NATIONAL SECURITY'S TURNING GREENER

ALL THAT SPY STUFF may not be out the window, but the intelligence community also has new - and softer - targets these days.

Environmental threats such as the beautiful water hyacinths choking Lake Victoria and the desert sands eating away the sparse pastures bordering the Sahara are some of the issues deemed urgent today by American foreign policymakers in much the same manner as military threats such as new surface-to-air missile sites alarmed policymakers several decades ago.

These days, intelligence officials are being asked to look at softer targets - those flowers and sand dunes - to shed light on this decade's hot wars.
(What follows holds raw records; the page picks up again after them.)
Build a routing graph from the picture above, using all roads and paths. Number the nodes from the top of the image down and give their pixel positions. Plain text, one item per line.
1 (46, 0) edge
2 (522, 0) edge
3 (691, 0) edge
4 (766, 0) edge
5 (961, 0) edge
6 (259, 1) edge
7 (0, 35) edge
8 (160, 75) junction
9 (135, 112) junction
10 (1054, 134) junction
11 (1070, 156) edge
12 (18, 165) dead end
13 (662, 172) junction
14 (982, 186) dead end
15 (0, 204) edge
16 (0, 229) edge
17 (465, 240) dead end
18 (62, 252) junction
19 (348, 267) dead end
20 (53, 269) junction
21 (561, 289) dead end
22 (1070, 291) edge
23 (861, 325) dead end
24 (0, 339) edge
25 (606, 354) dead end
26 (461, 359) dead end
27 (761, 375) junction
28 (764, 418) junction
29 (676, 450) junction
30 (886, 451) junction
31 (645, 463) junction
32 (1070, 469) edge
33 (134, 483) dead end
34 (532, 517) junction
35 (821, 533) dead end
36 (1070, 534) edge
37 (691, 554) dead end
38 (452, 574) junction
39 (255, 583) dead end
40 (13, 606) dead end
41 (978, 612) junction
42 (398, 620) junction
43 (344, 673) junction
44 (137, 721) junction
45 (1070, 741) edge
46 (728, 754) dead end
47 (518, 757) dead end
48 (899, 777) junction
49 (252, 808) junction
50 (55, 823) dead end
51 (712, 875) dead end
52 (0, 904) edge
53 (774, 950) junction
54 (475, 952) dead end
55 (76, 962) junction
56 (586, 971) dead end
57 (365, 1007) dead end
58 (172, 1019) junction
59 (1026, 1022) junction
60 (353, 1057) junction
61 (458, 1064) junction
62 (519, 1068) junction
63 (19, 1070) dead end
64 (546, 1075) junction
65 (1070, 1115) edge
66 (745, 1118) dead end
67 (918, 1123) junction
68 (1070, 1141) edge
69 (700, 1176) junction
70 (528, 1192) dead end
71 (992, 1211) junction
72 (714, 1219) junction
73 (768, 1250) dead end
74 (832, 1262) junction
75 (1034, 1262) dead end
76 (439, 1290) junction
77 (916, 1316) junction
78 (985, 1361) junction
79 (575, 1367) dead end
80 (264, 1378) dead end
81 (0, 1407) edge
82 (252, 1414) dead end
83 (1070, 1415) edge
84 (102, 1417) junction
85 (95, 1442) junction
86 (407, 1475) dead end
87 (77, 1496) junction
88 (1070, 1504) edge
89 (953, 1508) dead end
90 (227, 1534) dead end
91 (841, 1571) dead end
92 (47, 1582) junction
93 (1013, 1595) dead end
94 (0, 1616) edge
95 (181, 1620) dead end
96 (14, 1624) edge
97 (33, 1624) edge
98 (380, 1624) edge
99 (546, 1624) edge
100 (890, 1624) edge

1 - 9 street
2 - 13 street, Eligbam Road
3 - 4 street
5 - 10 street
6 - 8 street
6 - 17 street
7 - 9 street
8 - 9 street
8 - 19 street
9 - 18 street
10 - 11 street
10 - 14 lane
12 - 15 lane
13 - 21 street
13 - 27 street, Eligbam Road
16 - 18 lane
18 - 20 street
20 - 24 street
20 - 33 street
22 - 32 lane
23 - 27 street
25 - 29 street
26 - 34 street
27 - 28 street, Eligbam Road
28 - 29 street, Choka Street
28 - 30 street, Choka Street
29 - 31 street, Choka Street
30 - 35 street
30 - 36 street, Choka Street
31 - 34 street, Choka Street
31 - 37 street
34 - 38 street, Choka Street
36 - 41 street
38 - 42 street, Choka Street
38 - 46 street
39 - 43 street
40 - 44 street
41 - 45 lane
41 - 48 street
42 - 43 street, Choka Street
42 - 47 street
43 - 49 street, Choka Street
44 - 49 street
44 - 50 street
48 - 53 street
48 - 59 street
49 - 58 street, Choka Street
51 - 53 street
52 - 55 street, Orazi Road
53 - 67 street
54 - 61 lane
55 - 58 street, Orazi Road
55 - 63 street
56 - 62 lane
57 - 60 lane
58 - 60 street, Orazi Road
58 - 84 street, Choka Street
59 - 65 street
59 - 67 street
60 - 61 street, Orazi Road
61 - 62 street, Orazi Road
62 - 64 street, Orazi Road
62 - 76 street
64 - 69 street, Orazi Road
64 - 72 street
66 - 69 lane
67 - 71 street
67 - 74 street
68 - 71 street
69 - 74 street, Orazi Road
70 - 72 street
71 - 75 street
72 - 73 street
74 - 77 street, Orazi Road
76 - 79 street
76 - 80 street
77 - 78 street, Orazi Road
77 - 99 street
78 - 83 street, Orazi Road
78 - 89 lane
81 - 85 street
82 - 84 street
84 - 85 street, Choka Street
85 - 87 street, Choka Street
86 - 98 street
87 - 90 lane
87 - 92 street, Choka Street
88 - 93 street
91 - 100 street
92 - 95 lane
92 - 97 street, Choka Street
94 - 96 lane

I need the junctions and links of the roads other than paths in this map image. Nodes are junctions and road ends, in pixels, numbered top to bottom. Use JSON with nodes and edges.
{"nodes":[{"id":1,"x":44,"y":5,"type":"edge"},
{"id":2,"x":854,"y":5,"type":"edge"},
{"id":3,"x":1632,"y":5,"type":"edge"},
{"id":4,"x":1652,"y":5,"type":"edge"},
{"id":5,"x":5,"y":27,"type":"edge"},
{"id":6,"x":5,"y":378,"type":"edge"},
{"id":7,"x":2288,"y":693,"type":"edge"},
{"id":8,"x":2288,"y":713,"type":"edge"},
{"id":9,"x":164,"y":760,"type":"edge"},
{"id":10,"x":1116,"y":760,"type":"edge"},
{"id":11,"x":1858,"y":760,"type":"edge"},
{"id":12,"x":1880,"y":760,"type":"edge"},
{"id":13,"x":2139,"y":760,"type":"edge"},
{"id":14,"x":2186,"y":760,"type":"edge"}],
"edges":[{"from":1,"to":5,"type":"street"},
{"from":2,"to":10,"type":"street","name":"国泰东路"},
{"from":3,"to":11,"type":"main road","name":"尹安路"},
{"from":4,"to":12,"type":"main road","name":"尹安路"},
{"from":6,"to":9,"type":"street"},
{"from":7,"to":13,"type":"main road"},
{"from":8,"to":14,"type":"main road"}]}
Through this lens, Somalia and Rwanda can be interpreted not as spontaneous outbreaks of clan warfare or ethnic violence, but as conflicts nourished by the underlying strains of hunger, drought and a lack of arable land in Somalia, and huge population growth and population density in Rwanda.

So, in addition to their traditional intelligence gathering - arms, nuclear weapons programs, expansion of foreign armies - U.S. policymakers are looking more than ever before at natural phenomena in their search for the deeper roots of war and threats to global security.

They are expecting more wars like Somalia, where the United States sent troops to calm a desperate situation spawned by environmental calamities and the brutal political response to it.

To prepare for such future wars, they are analyzing new subjects.

In August, the Defense Intelligence Agency finished a study on the rapid spread of the water hyacinth plant in Lake Victoria, which provides 120,000 tons of fish each year to Uganda, Kenya and Tanzania. The agency noted how a single water hyacinth can multiply into a million plants in one year and these plants ultimately could strangle the lake and kill most of its fish.

The consequences would be serious: famine and such political instability in neighboring countries that the United States could be called in to help.

In seeking the underlying causes of war and crisis, the intelligence community now looks, for instance, at China's economic boom and how it is causing considerable overcrowding in China's cities; at the AIDS epidemic in East Africa and how it is affecting the region's military and political elites; and at Mexico's industrial leap and how it has left millions of peasants behind.

Some old-line intelligence officials disparage this new focus on what they call ``soft stuff.'' But gathering the so-called soft intelligence has become routine. The CIA set up a global affairs department two years ago that analyzes environmental matters, the global food situation and other issues the agency once gave little attention.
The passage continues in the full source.